Zu den Punkten im Einzelnen:
zu. 1.: Die Arbeit des derzeitigen Landesseniorenbeirats kann keine Wirkung entfalten. Das hat mehrere Gründe: unklare Entscheidungs- und Mitwirkungsrechte, nicht öffentliche Sitzungen… Wir schlagen vor, dass der Landesseniorenbeirat als beratendes Gremium ein verbrieftes Vorschlagsrecht und eine Anhörungspflicht eingeräumt bekommt. Insbesondere dann, wenn die Staatsregierung Vorschläge aus dem Gremium ablehnt, muss es zumindest eine Stellungnahme geben. Die Forderung der LINKEN nach der Einrichtung eines unabhängigen und weisungsfrei tätigen Landesrates für die Belange der Seniorinnen und Senioren unterstützen wir also.

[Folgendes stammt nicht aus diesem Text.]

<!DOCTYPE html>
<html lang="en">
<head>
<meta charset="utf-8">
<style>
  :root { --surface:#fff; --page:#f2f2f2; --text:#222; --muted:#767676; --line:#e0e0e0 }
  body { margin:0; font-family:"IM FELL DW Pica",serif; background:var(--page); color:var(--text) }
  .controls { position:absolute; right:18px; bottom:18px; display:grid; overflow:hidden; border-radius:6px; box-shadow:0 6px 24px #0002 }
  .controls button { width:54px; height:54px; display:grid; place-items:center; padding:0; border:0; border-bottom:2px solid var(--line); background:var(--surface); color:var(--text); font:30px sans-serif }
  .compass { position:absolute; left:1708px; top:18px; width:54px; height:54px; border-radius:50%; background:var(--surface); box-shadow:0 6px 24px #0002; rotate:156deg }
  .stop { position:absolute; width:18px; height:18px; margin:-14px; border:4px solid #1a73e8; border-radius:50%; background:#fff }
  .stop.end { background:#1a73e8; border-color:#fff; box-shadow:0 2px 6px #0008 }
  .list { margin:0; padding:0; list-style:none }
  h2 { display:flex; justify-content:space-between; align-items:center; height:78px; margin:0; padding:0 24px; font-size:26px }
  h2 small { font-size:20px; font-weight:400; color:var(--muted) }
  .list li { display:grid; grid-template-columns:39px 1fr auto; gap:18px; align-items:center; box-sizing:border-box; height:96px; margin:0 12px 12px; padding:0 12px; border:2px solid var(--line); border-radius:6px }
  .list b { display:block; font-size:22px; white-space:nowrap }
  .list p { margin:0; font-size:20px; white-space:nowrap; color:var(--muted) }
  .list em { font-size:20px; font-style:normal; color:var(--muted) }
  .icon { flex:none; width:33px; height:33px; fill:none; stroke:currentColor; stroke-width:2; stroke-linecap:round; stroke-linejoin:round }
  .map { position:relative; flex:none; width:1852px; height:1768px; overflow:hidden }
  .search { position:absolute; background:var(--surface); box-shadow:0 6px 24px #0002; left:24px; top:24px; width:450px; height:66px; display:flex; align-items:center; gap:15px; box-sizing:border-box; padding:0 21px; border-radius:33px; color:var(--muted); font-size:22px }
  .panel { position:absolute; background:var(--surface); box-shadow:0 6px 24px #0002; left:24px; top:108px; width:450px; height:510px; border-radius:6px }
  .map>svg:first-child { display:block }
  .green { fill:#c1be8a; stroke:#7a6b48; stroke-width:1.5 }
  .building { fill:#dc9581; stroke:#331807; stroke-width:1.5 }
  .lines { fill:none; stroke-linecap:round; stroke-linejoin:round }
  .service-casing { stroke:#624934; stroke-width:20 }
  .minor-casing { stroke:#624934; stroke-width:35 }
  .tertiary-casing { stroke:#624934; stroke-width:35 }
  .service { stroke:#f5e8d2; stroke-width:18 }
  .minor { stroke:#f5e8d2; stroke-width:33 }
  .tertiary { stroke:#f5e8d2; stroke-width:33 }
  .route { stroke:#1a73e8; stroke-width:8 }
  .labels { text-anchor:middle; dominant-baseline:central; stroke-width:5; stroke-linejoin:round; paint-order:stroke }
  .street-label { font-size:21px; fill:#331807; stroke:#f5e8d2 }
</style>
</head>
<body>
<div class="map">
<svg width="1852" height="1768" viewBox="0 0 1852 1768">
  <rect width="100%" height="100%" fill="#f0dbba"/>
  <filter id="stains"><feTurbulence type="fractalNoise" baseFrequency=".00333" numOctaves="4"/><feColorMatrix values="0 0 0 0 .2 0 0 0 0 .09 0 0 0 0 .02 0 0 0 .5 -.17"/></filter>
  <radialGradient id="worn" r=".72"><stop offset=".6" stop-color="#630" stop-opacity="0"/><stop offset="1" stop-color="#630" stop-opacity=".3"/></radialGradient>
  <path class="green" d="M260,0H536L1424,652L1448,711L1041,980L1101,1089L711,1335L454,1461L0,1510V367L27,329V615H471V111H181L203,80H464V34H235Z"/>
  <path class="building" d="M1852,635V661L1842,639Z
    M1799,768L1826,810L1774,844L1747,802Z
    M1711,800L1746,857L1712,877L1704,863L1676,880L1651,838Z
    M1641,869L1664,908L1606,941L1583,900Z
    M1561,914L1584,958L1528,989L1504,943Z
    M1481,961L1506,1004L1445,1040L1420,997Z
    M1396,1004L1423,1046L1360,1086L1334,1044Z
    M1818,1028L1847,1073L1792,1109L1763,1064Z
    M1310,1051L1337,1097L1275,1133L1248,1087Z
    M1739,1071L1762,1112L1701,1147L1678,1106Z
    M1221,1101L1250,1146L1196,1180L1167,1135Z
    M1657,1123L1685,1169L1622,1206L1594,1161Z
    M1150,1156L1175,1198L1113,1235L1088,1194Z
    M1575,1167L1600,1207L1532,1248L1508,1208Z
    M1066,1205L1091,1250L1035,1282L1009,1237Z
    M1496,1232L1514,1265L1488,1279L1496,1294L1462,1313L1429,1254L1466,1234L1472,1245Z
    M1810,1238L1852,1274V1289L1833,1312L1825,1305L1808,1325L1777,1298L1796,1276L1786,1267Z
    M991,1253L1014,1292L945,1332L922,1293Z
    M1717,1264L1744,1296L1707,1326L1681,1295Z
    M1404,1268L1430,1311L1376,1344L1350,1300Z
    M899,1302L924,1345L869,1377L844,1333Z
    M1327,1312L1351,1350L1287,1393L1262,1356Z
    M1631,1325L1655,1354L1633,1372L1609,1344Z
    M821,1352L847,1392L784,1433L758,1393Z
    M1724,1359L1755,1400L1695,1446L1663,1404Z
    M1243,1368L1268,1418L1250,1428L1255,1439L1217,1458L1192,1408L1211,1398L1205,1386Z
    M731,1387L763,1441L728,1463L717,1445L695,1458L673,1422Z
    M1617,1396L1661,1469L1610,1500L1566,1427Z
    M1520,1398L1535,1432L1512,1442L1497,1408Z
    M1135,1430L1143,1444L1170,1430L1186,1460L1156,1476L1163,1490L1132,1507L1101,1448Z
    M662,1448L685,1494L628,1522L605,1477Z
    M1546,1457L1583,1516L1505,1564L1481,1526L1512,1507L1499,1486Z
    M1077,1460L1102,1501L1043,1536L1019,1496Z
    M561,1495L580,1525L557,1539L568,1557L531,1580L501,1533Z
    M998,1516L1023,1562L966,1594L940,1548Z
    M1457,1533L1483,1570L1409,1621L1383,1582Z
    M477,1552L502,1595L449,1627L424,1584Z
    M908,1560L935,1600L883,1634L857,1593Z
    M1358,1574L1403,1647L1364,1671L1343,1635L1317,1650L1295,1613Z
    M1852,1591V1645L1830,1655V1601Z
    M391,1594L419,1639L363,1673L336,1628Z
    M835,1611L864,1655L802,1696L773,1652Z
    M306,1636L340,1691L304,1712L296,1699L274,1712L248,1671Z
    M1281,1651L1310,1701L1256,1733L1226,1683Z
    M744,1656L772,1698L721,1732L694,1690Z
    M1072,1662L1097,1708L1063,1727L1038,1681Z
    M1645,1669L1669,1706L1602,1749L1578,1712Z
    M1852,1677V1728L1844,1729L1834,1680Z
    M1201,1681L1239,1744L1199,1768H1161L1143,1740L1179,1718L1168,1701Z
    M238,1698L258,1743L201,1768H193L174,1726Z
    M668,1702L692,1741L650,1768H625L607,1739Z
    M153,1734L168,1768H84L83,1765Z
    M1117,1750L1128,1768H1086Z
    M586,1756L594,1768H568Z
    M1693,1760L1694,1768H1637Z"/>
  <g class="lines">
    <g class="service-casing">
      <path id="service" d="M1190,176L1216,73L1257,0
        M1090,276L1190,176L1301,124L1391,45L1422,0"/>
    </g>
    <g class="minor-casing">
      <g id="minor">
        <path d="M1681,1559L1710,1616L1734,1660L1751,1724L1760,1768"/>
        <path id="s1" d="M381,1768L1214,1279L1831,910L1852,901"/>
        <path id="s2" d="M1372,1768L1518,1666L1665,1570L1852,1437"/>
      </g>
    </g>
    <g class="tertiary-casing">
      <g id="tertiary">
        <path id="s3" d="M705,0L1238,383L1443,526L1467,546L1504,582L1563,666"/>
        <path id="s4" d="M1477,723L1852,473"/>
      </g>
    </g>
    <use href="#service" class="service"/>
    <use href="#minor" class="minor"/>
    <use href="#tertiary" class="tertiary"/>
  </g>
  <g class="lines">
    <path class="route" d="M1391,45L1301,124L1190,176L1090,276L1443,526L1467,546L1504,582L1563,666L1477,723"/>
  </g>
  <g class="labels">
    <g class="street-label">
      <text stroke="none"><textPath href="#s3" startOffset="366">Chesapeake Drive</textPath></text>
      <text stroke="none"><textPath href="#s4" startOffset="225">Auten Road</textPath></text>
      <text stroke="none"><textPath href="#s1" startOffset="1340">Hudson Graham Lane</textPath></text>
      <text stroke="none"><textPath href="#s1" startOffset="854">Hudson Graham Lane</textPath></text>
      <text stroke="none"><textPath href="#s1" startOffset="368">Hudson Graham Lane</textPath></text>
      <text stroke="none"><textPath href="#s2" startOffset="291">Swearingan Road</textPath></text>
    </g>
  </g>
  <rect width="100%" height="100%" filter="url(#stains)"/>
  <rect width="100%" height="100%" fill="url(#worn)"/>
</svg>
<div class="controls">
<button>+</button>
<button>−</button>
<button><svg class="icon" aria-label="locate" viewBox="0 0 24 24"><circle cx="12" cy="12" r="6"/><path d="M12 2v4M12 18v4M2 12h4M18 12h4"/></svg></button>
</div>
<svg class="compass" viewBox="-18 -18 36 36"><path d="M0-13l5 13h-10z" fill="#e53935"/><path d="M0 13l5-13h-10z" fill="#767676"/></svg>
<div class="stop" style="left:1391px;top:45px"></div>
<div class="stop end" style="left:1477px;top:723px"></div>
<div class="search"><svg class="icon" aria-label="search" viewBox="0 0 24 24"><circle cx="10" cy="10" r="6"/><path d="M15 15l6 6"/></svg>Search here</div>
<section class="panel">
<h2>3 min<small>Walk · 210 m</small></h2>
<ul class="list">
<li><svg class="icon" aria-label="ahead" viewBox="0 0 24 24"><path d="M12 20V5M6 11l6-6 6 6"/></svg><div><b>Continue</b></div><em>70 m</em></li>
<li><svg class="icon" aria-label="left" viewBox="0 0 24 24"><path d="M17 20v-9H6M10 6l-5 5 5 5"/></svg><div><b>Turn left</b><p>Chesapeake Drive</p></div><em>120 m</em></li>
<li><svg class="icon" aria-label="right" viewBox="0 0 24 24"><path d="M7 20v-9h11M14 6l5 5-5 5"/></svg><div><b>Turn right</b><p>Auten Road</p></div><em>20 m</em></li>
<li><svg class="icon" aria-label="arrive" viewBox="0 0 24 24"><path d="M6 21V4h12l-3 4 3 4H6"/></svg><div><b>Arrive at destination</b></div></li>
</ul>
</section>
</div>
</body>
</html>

zu 2. Die Finanzierung der Landesseniorenvertretung für Sachsen e.V. muss verlässlich sein, um ihre Mitarbeit im Landesseniorenbeirat gewährleisten zu können. Wir schlagen vor, die Landesseniorenvertretung Sachsen e.V. in Form einer Förderrichtlinie "Seniorenarbeit in Sachsen" zu finanzieren.
zu 3.: Skeptisch bleiben wir bei der Einführung eines Beauftragten oder einer Beauftragten für die Belange von Seniorinnen und Senioren. Aus unserer Sicht sind Seniorinnen und Senioren mündige Bürgerinnen und Bürger, die verschiedene Möglichkeiten haben, ihre Interessen zu vertreten. Wir verfolgen einen anderen Ansatz, indem wir sagen: Die Strukturen auf Landes- und Kommunalebene müssen Eigeninitiative ermöglichen und Vielfalt befördern. Vereine, Verbände und Vertretungen, die sich für die Interessen von Seniorinnen und Senioren engagieren, sind mehr zu unterstützen.
zu 4.: Ja, Seniorenvertretungen müssen demokratisch legitimiert sein. Wenn Vertreter gewählt werden, müssen die allgemeinen Wahlgrundsätze beachtet werden. Das heißt, die Wahlen müssen frei, gleich, geheim, allgemein und unmittelbar stattfinden. Das muss auf allen politischen Ebenen gelten – bei der Staatsregierung, den Kreistagen, in den Stadt- und Gemeinderäten.
zu 5. Auch wir setzen uns dafür ein, dass politische Gremien transparenter arbeiten. Die Rahmenbedingungen für eine gute Arbeit müssen gegeben sein. Dazu zählt die Fahrtkostenerstattung bei der Sitzungsteilnahme von gewählten Seniorenvertreter/innen ebenso wie barrierefreie Räumlichkeiten. Insofern Unterstützung auch in diesem Punkt.
Wir schlagen darüber hinaus vor, einen Sächsischen Seniorenbeteiligungsbericht zu erstellen, der dann alle vier Jahre fortgeschrieben wird. In Zusammenarbeit mit dem Landesseniorenbeirat soll daran anknüpfend ein Handlungskonzept zur Verbesserung der Seniorenmitwirkung in Sachsen erarbeitet werden.
Wir unterstützen den Antrag der LINKEN. Viele Forderungen haben wir ihn ähnlicher Weise bereits 2013 in einem Positionspapier vorgelegt.